Un ouvrage qui invite à l’exploration des puissances poétiques et politiques du travestissement tout au long de l’histoire du cinéma.

Dans le livre de Noël Herpe, des films plus ou moins oubliés — Charley’s Aunt (Sydney Chaplin, 1925), Fanfare d’amour (Richard Pottier, 1935), Trois Artilleurs au pensionnat (René Pujol, 1937), Nobody’s perfect (Robert Kaylor, 1990)… — se retrouvent associés à des classiques tels que La Grande Illusion (Jean Renoir, 1937), Bringing up Baby (Howard Hawks, 1939), Some Like It Hot (Billy Wilder, 1959), ou encore Tootsie (Sydney Pollack, 1982), pour approfondir la réflexion sur les enjeux liés à la figure de l’homme travesti. Loin de se limiter aux registres du comique ou du grivois, l’acteur déguisé en femme permet aux spectateurs de films, plus profondément, de se situer vis-à-vis de l’émancipation (plus ou moins actuelle ou virtuelle) qu’il incarne.

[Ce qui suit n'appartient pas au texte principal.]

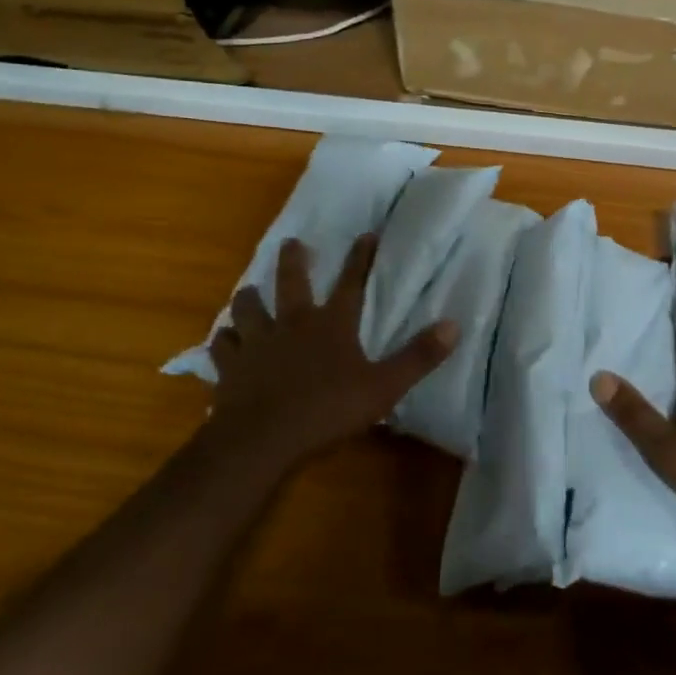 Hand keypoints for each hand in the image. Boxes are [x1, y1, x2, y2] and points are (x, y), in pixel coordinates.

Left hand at [208, 234, 457, 467]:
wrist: (262, 440)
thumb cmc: (327, 410)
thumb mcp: (383, 386)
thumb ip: (418, 356)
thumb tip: (454, 325)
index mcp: (331, 324)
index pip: (351, 282)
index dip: (360, 258)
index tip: (366, 234)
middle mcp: (292, 323)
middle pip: (290, 282)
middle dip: (293, 260)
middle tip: (292, 243)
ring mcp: (256, 343)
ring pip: (247, 309)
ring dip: (249, 298)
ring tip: (249, 292)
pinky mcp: (229, 368)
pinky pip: (221, 347)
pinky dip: (224, 341)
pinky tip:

L’auteur montre en effet que la transgression du travestissement ne se situe pas uniquement au niveau des apparences et des codes genrés ; elle implique également une remise en cause des ordres établis et un nouveau rapport au monde. Autrement dit, il laisse entrevoir la face révolutionnaire du travesti.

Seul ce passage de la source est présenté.